Untangling the Web
URLs in this document have been updated. Links enclosed in {curly brackets} have been changed. If a replacement link was located, the new URL was added and the link is active; if a new site could not be identified, the broken link was removed.


Spiders and Worms and Crawlers, Oh My: Searching on the World Wide Web

Ann Eagan
Science-Engineering/Undergraduate Services Librarian
Laura Bender
Science-Engineering/Undergraduate Services Librarian
University of Arizona, Tucson


Copyright 1996, Ann Eagan and Laura Bender. Used with permission.

Abstract

Searching on the world wide web can be confusing. A myriad of search engines exist, often with little or no documentation, and many of these search engines work differently from the standard commercial search engines we are used to using.

The workshop will begin with a guided search exercise. At the completion of the exercise, participants will be given a detailed information packet containing information on all the material to be covered during the session. We will then describe and demonstrate the use of several representative web search engines, explain some of the differences between web search engines, provide guided exercises for hands-on participation, and answer questions from the audience.

This workshop is aimed at librarians desiring to know how, when and why to search the Internet.

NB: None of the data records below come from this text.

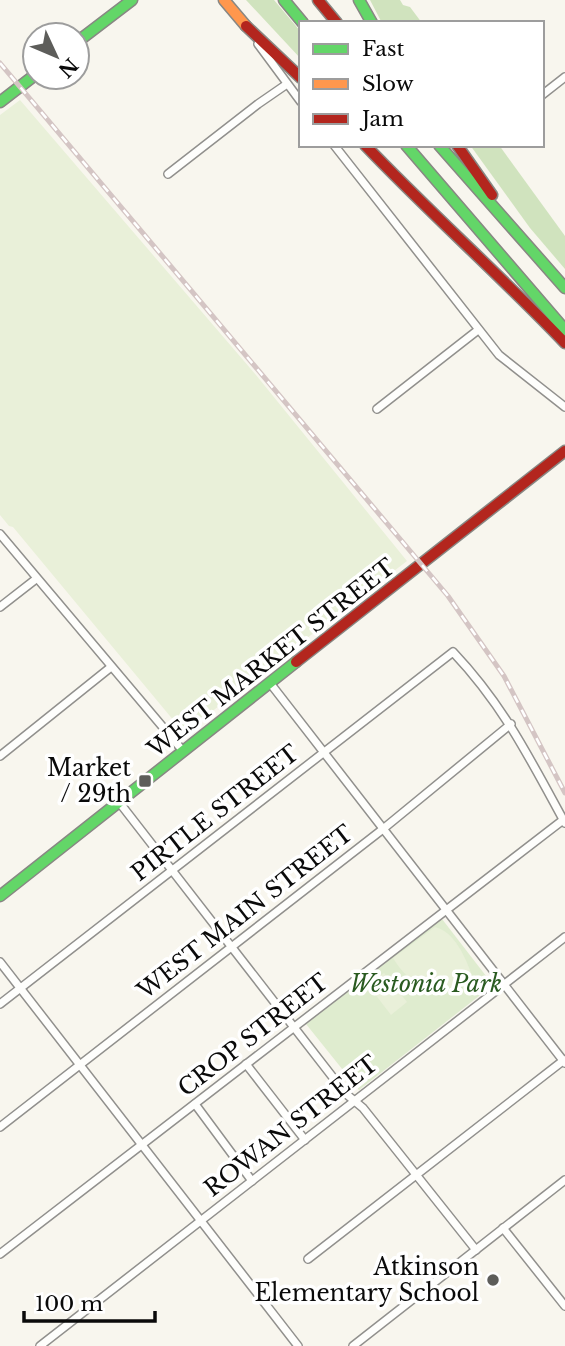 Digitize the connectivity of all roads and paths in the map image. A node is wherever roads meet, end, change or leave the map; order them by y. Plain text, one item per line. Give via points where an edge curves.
1 (132, 0) edge
2 (224, 0) edge
3 (284, 0) edge
4 (318, 0) edge
5 (359, 0) edge
6 (301, 21) edge
7 (335, 21) edge
8 (371, 21) edge
9 (246, 26) junction
10 (91, 31) edge
11 (299, 76) edge
12 (565, 77) edge
13 (287, 84) junction
14 (21, 86) edge
15 (544, 93) edge
16 (299, 99) edge
17 (0, 102) edge
18 (336, 147) edge
19 (367, 147) edge
20 (408, 147) edge
21 (441, 147) edge
22 (458, 147) edge
23 (168, 174) dead end
24 (542, 263) junction
25 (565, 288) edge
26 (478, 330) junction
27 (565, 330) edge
28 (565, 343) edge
29 (565, 407) edge
30 (377, 409) dead end
31 (565, 451) edge
32 (0, 534) edge
33 (36, 579) junction
34 (0, 607) edge
35 (111, 667) junction
36 (270, 683) junction
37 (511, 724) junction
38 (183, 751) junction
39 (324, 753) junction
40 (0, 756) edge
41 (119, 802) junction
42 (564, 821) edge
43 (383, 829) junction
44 (172, 870) junction
45 (0, 896) edge
46 (446, 910) junction
47 (565, 937) edge
48 (231, 947) junction
49 (0, 962) edge
50 (504, 984) junction
51 (20, 988) junction
52 (0, 1004) edge
53 (294, 1027) junction
54 (564, 1061) edge
55 (246, 1064) junction
56 (80, 1065) junction
57 (354, 1100) junction
58 (195, 1104) junction
59 (0, 1127) edge
60 (304, 1140) junction
61 (142, 1145) junction
62 (417, 1173) junction
63 (565, 1180) edge
64 (252, 1181) junction
65 (201, 1221) junction
66 (503, 1228) junction
67 (476, 1250) junction
68 (0, 1254) edge
69 (308, 1259) dead end
70 (565, 1306) edge
71 (40, 1346) edge
72 (298, 1346) edge
73 (353, 1346) edge

1 - 10 main road
2 - 9 main road
3 - 6 main road
4 - 7 main road
5 - 8 main road
9 - 11 main road
9 - 13 street
12 - 15 street
13 - 16 street
13 - 23 street
14 - 17 main road
18 - 26 street
19 - 28 main road
20 - 27 main road
21 - 24 main road
22 - 24 main road
24 - 25 main road
26 - 29 street via 499,355
26 - 30 street
31 - 36 main road, WEST MARKET STREET
32 - 33 street
33 - 34 street
33 - 35 street
35 - 38 street
35 - 40 street
36 - 38 main road, WEST MARKET STREET
36 - 39 street
37 - 39 street, PIRTLE STREET via 453,652
37 - 42 street
37 - 43 street, WEST MAIN STREET
38 - 41 main road, WEST MARKET STREET
39 - 43 street
39 - 44 street, PIRTLE STREET
41 - 44 street
41 - 45 main road, WEST MARKET STREET
42 - 46 street, CROP STREET
43 - 46 street
43 - 48 street, WEST MAIN STREET
44 - 48 street
44 - 51 street, PIRTLE STREET
46 - 50 street
46 - 53 street, CROP STREET
47 - 50 street, ROWAN STREET
48 - 53 street
48 - 56 street, WEST MAIN STREET
49 - 51 street
50 - 54 street
50 - 57 street, ROWAN STREET
51 - 52 street, PIRTLE STREET
51 - 56 street
53 - 55 street, CROP STREET
53 - 57 street
54 - 62 street
55 - 58 street, CROP STREET
55 - 60 street
56 - 59 street, WEST MAIN STREET
56 - 61 street
57 - 60 street, ROWAN STREET
57 - 62 street
58 - 61 street, CROP STREET
58 - 64 street
60 - 64 street, ROWAN STREET
61 - 65 street
61 - 68 street, CROP STREET
62 - 67 street
62 - 69 street
63 - 66 street
64 - 65 street, ROWAN STREET
65 - 71 street, ROWAN STREET
65 - 72 street
66 - 67 street
66 - 70 street
67 - 73 street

Searching on the world wide web can be confusing. A myriad of search engines exist, often with little or no documentation, and many of these search engines work differently from the standard commercial search engines we normally use. There are also many directories that attempt to organize the Internet by subject, and, today, there are many search engines that combine directory and keyword search capability. This paper will define search engines, directories, spiders and robots, cover some basics of searching, provide criteria for choosing search engines as well as a comparison of some of the search engines available.

Some caveats before we begin. There are dozens of search engines and several search engines for search engines, making it impossible to cover all of them. Also, much of what is written in this paper today is likely to be superseded by new information by the time you read it.

What are Search Engines and Directories?

Search engines in use on the Internet use automated programs, called robots, to search the web. These automated programs are also known as spiders, crawlers, wanderers and worms. The robots crawl about the web indexing web sites. Some of them index web sites by title, some by uniform resource locators (URLs), some by words in each document in a web site, and some by combinations of these. Because the Internet is always growing and because these search engines search in different ways and search different parts of the Internet, doing the same search using different search engines will often give you wildly differing results.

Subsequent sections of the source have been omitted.